Exercise details —
The records below must be returned exactly, with every picture left out.

--- Provided records Enclosed Below ---

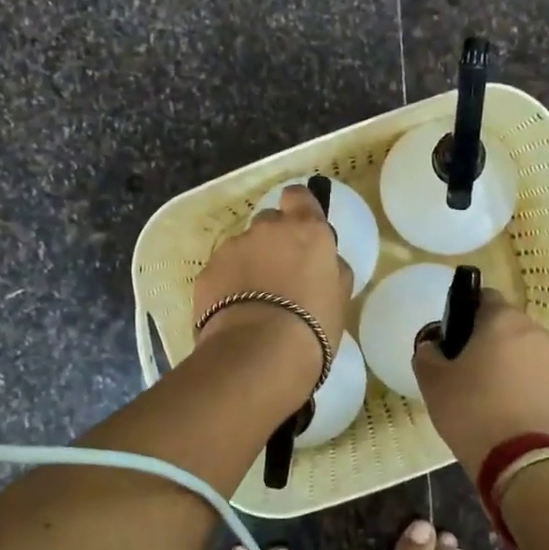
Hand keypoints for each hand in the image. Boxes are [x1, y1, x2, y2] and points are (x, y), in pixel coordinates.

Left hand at [193, 183, 352, 381]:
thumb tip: (324, 261)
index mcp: (306, 229)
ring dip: (250, 264)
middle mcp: (267, 228)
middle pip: (270, 222)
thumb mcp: (340, 296)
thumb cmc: (313, 325)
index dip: (299, 208)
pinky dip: (228, 284)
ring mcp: (233, 247)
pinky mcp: (208, 271)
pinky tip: (235, 313)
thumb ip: (332, 268)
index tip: (301, 229)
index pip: (299, 196)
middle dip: (274, 241)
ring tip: (255, 301)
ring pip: (243, 247)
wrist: (259, 354)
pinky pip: (222, 271)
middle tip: (281, 275)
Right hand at [412, 290, 548, 476]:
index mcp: (503, 319)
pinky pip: (540, 375)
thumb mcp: (433, 382)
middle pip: (506, 325)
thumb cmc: (473, 411)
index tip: (453, 340)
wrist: (526, 462)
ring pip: (525, 351)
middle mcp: (536, 331)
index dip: (465, 314)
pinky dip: (526, 384)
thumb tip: (433, 346)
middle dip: (488, 340)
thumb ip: (427, 354)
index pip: (483, 297)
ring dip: (509, 363)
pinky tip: (510, 410)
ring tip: (490, 394)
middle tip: (466, 370)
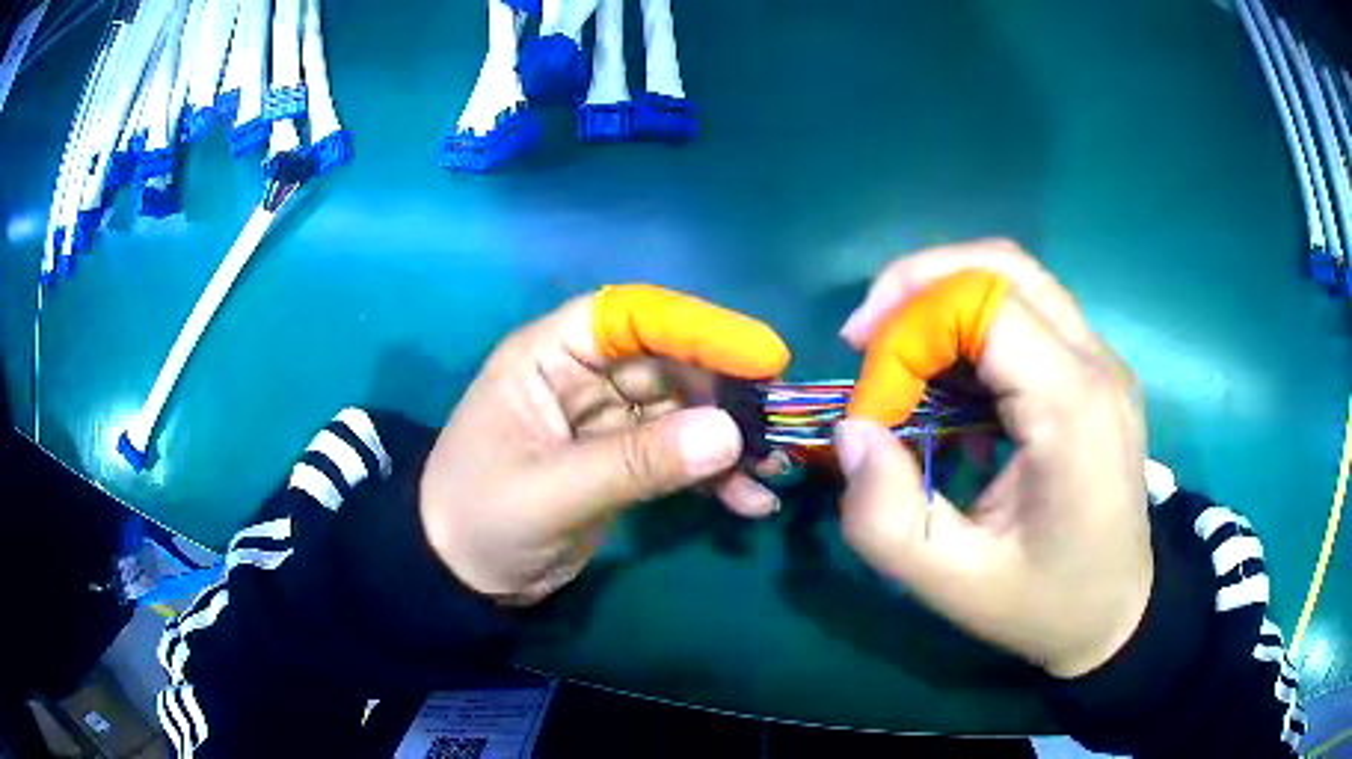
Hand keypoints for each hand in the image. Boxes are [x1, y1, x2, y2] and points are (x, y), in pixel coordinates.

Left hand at [418, 285, 789, 605]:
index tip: (761, 357)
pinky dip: (714, 475)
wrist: (461, 577)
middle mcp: (582, 376)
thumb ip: (637, 463)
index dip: (696, 328)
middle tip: (778, 426)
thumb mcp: (552, 492)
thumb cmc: (481, 520)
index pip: (629, 317)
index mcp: (548, 357)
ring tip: (772, 469)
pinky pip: (678, 454)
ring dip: (729, 438)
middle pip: (669, 363)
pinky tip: (748, 501)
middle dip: (726, 394)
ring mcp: (606, 420)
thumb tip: (730, 434)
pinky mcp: (622, 460)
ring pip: (683, 410)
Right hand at [835, 240, 1151, 677]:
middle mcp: (1096, 362)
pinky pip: (1028, 317)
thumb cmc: (1046, 605)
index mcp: (1072, 407)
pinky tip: (957, 399)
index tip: (871, 402)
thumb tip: (853, 432)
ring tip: (903, 366)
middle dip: (918, 288)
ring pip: (1014, 281)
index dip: (909, 332)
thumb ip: (886, 518)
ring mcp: (1102, 361)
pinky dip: (974, 333)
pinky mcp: (1095, 372)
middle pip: (1001, 266)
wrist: (1120, 613)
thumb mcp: (954, 584)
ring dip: (945, 305)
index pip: (983, 303)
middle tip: (867, 339)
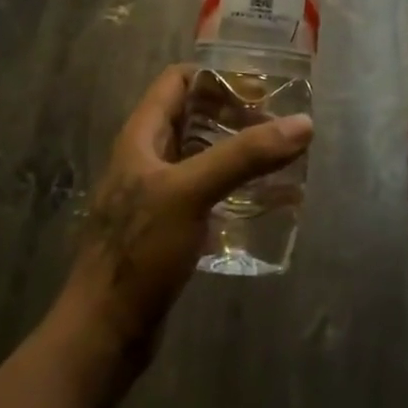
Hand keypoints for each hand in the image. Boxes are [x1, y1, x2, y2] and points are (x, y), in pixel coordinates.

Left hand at [55, 65, 311, 376]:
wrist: (105, 332)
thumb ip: (245, 155)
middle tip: (278, 124)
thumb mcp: (192, 192)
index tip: (259, 87)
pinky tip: (264, 201)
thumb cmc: (140, 251)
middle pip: (194, 116)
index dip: (216, 76)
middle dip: (235, 114)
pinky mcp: (168, 227)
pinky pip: (206, 192)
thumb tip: (302, 123)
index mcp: (141, 136)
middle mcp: (147, 157)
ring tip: (280, 158)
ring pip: (202, 155)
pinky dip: (233, 188)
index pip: (177, 80)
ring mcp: (157, 194)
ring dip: (238, 152)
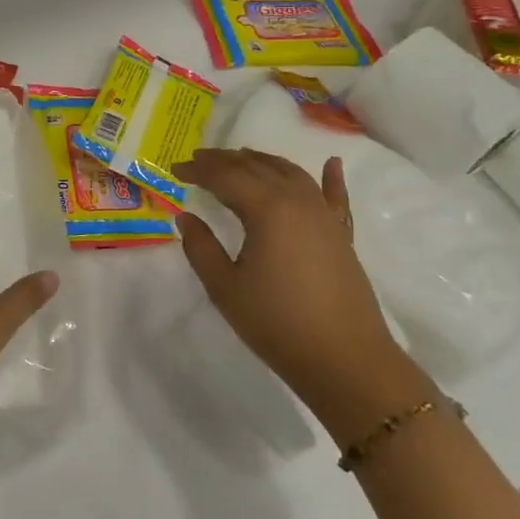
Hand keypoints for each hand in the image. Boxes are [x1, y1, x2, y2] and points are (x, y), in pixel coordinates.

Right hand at [174, 148, 407, 412]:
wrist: (345, 361)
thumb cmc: (277, 323)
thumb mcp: (225, 287)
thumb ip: (201, 248)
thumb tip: (186, 217)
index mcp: (267, 208)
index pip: (225, 177)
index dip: (198, 169)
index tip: (174, 168)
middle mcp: (298, 201)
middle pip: (257, 167)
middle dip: (225, 160)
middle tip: (198, 159)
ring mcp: (324, 216)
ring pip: (291, 174)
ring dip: (263, 161)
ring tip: (241, 156)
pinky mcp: (341, 235)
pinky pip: (335, 197)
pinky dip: (331, 178)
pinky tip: (332, 163)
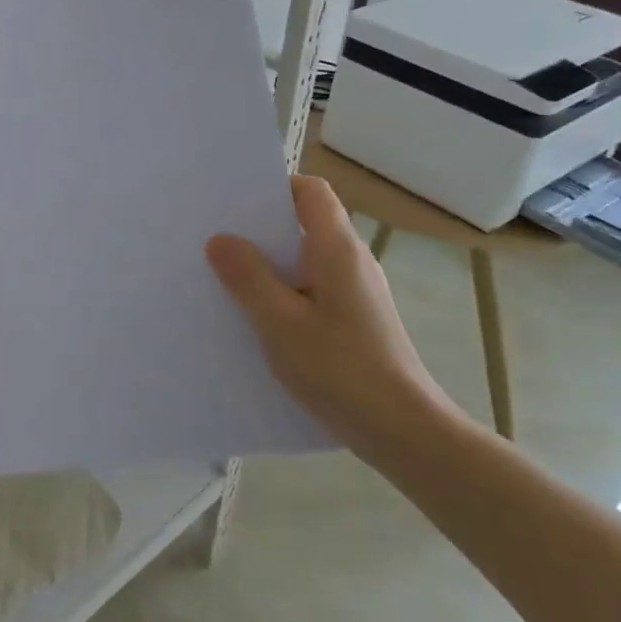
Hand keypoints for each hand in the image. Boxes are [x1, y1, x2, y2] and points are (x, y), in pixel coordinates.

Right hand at [206, 174, 457, 461]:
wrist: (405, 433)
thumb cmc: (341, 369)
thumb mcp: (280, 322)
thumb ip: (248, 277)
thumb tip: (220, 239)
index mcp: (336, 249)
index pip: (310, 191)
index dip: (274, 188)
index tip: (234, 204)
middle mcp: (352, 262)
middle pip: (304, 224)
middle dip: (260, 230)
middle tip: (215, 239)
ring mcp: (357, 293)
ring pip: (305, 261)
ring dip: (269, 266)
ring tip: (225, 279)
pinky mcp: (356, 322)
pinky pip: (312, 291)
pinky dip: (284, 293)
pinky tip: (257, 320)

--- End of Enclosed Provided records ---

Completed exercise —
Hand keypoints for each hand in the image. Boxes are [x1, y1, x2, y2] and points are (x, y), in pixel coordinates.

Left hand at [193, 183, 352, 381]:
thumb tip: (324, 261)
index mcp: (306, 229)
ring dip: (250, 264)
middle mcp: (267, 228)
middle pip: (270, 222)
thumb mcp: (340, 296)
thumb cmc: (313, 325)
index dip: (299, 208)
pinky dip: (228, 284)
ring mcp: (233, 247)
pinky mcp: (208, 271)
pinky tip: (235, 313)
thumb ip: (332, 268)
index tip: (301, 229)
index pip: (299, 196)
middle dip: (274, 241)
ring tip: (255, 301)
ring pip: (243, 247)
wrist: (259, 354)
pinky pip: (222, 271)
middle tip: (281, 275)
Right hand at [412, 290, 548, 476]:
index mcp: (503, 319)
pinky pip: (540, 375)
thumb mcp: (433, 382)
middle pip: (506, 325)
thumb cmc: (473, 411)
index tip: (453, 340)
wrist: (526, 462)
ring pip: (525, 351)
middle mcp: (536, 331)
index dip: (465, 314)
pinky dip: (526, 384)
thumb tip: (433, 346)
middle dip: (488, 340)
thumb ip: (427, 354)
index pip: (483, 297)
ring dip: (509, 363)
pinky tip: (510, 410)
ring tip: (490, 394)
middle tip: (466, 370)
Hand keypoints for each hand in the image. Boxes are [x1, y1, x2, y2] and points are (x, y), in pixel coordinates.

Left hand at [418, 285, 789, 605]:
index tip: (761, 357)
pinky dip: (714, 475)
wrist: (461, 577)
middle mcp: (582, 376)
thumb ip: (637, 463)
index dip: (696, 328)
middle tip: (778, 426)
thumb mcp: (552, 492)
thumb cmc: (481, 520)
index pip: (629, 317)
index mcp: (548, 357)
ring tip: (772, 469)
pinky pip: (678, 454)
ring dip: (729, 438)
middle pip: (669, 363)
pinky tip: (748, 501)
middle dip: (726, 394)
ring mcp: (606, 420)
thumb tip: (730, 434)
pinky mcp: (622, 460)
ring pip: (683, 410)
Right hand at [835, 240, 1151, 677]:
middle mcp: (1096, 362)
pinky pip: (1028, 317)
thumb cmc: (1046, 605)
index mcp: (1072, 407)
pinky tip: (957, 399)
index tip: (871, 402)
thumb tip: (853, 432)
ring tip: (903, 366)
middle dip: (918, 288)
ring pip: (1014, 281)
index dip: (909, 332)
thumb ip: (886, 518)
ring mcp: (1102, 361)
pinky dip: (974, 333)
pinky mcp: (1095, 372)
middle pip: (1001, 266)
wrist: (1120, 613)
thumb mcp: (954, 584)
ring dip: (945, 305)
index pip: (983, 303)
middle tip: (867, 339)
Hand keypoints for each hand in the image. Boxes are [x1, y1, x2, y2] and points are (x, y), in pixel coordinates.

Left hand at [55, 65, 311, 376]:
wrist: (105, 332)
thumb ip: (245, 155)
middle tip: (278, 124)
thumb mcp: (192, 192)
index tip: (259, 87)
pinky tip: (264, 201)
thumb cmc: (140, 251)
middle pip: (194, 116)
index dip: (216, 76)
middle dip: (235, 114)
pinky mcp: (168, 227)
pinky pip: (206, 192)
thumb tip: (302, 123)
index mcp: (141, 136)
middle mcp: (147, 157)
ring tip: (280, 158)
ring pip: (202, 155)
pinky dip: (233, 188)
index pip: (177, 80)
ring mcp: (157, 194)
ring dip: (238, 152)
Hand keypoints for each hand in the image. Boxes are [x1, y1, x2, y2] and points are (x, y), in pixel coordinates.

Right hand at [174, 148, 407, 412]:
wrist: (345, 361)
thumb cmc: (277, 323)
thumb mcp: (225, 287)
thumb ip: (201, 248)
thumb tip: (186, 217)
index mcp: (267, 208)
index pip: (225, 177)
index dip: (198, 169)
index tip: (174, 168)
middle mcp: (298, 201)
middle pip: (257, 167)
middle dip: (225, 160)
middle tip: (198, 159)
ring mcp: (324, 216)
ring pip: (291, 174)
ring dip: (263, 161)
ring tip: (241, 156)
pinky mcp: (341, 235)
pinky pip: (335, 197)
pinky dip: (331, 178)
pinky tip: (332, 163)
Hand keypoints for each hand in the image. Boxes are [x1, y1, x2, y2] and points are (x, y), in pixel coordinates.

Right hand at [206, 174, 457, 461]:
wrist: (405, 433)
thumb cmc: (341, 369)
thumb mcp: (280, 322)
thumb ip: (248, 277)
thumb tip: (220, 239)
index mcp: (336, 249)
index pip: (310, 191)
index dip: (274, 188)
index tip: (234, 204)
middle mcp: (352, 262)
middle pip: (304, 224)
middle dip: (260, 230)
middle tip: (215, 239)
ring mcp: (357, 293)
ring pip: (305, 261)
ring dip: (269, 266)
ring tip: (225, 279)
pinky mcp: (356, 322)
pinky pip: (312, 291)
pinky dip: (284, 293)
pinky tip: (257, 320)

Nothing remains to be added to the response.